Of particular interest here:
  • learning objects have their roots in a training rather than academic context

  • they are generally designed for use in online rather than F2F learning situations - hence the definition of a learning object offered by Pegler et al:

  • "a digital piece of learning material that addresses a clearly identifiable topic or learning outcome and has the potential to be reused in different contexts"

  • the loss of "narrative" implicit in a course built from learning objects may be beneficial, as students are required to make their own connections, rather than passively accepting the links put in place for them by course authors.

The paper concludes by noting that the learning objects agenda is currently "dominated by discussions between the various standards bodies and developers of e-learning platforms" & that the time is right for debate to "move into the practitioner's arena".

Thursday, November 17, 2005

Learning Objects

I decided to look into learning objects, since H806 is, according to Weller, the first OU course to be developed purely in this form. Now, in 2001/2 I wrote some learning objects for the OU, admittedly for its corporate division (COROUS) & that's where I first encountered the term. So I wondered if the meaning was perhaps subtly different from the one I'd been carrying around with me.

Use and Abuse of Re-usable Learning Objects

This paper gives a useful overview of the confusion surrounding learning objects, arguing that it's inappropriate to define them so broadly that everything in the world becomes a learning object, yet equally unhelpful to narrow the definition down to a particular length or method of study, since this works against the principles of interoperability & re-usability.
The definition offered here:

A Learning Object is an independent and self-standing unit of learning content that is predisposed to reuse in multiple instructional contexts

seems a reasonable compromise between the general & the specific.

Learning Objects and Standards

This resource page from the e-Learning Centre offers a range of material on latest developments in the world of learning objects. I may need to spend some time on SCORM...

Martin Weller's homepage

http://iet.open.ac.uk/pp/m.j.weller/

Martin chairs H806. I've studied with him before, on T171 (continuing for a while as a colleague). This is his homepage in the IET. I was fascinated to learn from it that H806 was the first (& last!) course launched by the ill-fated e-University.

His publications page looks rather like a reading list for H806.

Using text messages

A small 'local' application of mobile technology occurs to me.

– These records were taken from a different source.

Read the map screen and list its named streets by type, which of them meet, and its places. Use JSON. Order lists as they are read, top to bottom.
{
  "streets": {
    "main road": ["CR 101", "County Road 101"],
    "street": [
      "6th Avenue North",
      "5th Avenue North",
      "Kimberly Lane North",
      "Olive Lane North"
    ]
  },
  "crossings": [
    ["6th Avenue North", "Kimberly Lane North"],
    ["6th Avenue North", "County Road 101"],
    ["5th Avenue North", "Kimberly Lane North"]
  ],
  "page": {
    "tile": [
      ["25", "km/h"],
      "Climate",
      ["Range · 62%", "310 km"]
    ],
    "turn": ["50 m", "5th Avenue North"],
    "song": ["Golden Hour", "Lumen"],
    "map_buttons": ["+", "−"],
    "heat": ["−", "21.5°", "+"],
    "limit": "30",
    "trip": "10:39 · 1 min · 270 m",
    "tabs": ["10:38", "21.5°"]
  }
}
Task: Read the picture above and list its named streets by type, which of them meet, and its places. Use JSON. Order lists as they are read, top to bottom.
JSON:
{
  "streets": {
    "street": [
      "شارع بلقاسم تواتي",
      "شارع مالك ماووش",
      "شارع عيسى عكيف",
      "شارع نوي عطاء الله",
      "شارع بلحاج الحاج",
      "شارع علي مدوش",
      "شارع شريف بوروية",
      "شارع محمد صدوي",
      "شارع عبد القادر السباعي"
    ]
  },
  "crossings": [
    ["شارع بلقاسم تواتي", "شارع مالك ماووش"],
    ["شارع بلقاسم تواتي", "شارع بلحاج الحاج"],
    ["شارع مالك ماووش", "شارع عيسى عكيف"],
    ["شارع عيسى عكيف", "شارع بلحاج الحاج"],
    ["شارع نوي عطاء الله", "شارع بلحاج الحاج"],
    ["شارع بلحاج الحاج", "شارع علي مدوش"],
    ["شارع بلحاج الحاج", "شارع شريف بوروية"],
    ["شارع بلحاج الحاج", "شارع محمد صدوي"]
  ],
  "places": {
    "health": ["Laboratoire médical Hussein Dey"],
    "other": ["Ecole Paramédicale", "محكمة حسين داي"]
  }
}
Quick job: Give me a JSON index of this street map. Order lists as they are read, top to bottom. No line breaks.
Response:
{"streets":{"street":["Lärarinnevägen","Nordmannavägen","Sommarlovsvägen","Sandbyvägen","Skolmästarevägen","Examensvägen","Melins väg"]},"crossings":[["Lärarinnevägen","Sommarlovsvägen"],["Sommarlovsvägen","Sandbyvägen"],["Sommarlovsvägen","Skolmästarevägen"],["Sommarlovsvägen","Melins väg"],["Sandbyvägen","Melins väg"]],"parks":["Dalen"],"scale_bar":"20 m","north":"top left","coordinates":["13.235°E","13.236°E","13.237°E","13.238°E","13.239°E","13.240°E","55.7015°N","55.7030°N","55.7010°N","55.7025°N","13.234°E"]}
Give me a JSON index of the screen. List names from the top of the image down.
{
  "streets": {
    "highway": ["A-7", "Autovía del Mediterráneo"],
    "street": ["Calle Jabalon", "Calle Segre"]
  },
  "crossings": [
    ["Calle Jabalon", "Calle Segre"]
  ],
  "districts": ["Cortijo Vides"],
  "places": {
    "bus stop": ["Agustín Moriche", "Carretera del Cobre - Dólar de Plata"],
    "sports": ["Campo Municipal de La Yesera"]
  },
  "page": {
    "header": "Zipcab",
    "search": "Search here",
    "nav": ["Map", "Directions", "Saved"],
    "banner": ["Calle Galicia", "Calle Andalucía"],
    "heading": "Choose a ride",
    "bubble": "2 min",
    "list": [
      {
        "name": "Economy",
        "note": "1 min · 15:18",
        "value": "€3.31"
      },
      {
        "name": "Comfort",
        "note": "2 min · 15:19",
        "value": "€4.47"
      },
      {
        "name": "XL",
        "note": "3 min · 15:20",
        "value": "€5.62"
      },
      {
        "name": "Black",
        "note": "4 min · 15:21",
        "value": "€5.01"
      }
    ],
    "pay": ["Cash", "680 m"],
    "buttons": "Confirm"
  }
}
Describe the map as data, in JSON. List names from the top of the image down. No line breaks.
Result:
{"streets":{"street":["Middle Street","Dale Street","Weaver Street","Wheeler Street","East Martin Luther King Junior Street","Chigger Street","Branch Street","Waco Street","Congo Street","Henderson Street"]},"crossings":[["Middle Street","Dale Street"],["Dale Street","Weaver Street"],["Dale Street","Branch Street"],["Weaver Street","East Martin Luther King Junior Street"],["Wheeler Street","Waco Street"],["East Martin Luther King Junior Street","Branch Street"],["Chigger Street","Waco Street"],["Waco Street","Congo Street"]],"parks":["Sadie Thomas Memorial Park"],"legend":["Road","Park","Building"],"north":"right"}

One frequent complaint amongst OU tutors concerns inactive students who can't easily be contacted because they aren't reading their OU email & haven't provided a landline number. We resent making private calls to mobiles, because our pay doesn't allow for incurring that sort of expense. So we grumble & resort to writing letters. Paper, ink, envelope, first class stamp... total cost 30p+ & still no guarantee of a response.

Solution: send the student a text.

"Urgent msg from your OU tutor: pls check your mailbox asap"

"No TMAxx rcvd - problems? Pls call"

Cost to tutor: 10p max (unless the student turns out to have left for exotic climes). Likelihood of being seen: high. Comparing response rates to letters/texts would make an interesting bit of research!

Wednesday, November 16, 2005

Knowledge Economy

I kept bumping into this phrase on my travels around the education & training sites. It's one of those terms I've read, & even used, without properly looking into what it means & where it comes from. So that was tonight's assignment....

Google offered me this page:

The Knowledge Economy - What Is The Knowledge Economy? from the New Zealand Ministry of Economic Development.
The explanation here is quite clear & comprehensive; it doesn't assume too much about the reader's previous acquaintance with economic theory (just as well, because mine is slight) & talks about areas I do know something about ("death of distance" for instance). So far, so constructivistly good.

Narrowing the search to pages from the UK (because I was a little thrown by the NZ focus) took me back into the fluff'n'guff zone.

So I did what I always do at times like this & asked Wikipedia.

Knowledge economy

Statements such as the rules and practices that determined success in the industrial economy of the 20th century need rewriting in an interconnected world where resources such as know-how are more critical than other economic resources. told me that this is a topic of some relevance to H806! Good job I looked, really...

In one of those neat coincidences, I learned that the phrase is attributed to Peter Drucker, a management theorist I'd never heard of until earlier today, when his death was mentioned in a blog written by a fellow prospective H806 student. I'd even read the Guardian obituary out of curiosity & been none the wiser. (It doesn't mention the knowledge economy concept amongst Drucker's contributions to management theory.) Then tonight, there the name was again!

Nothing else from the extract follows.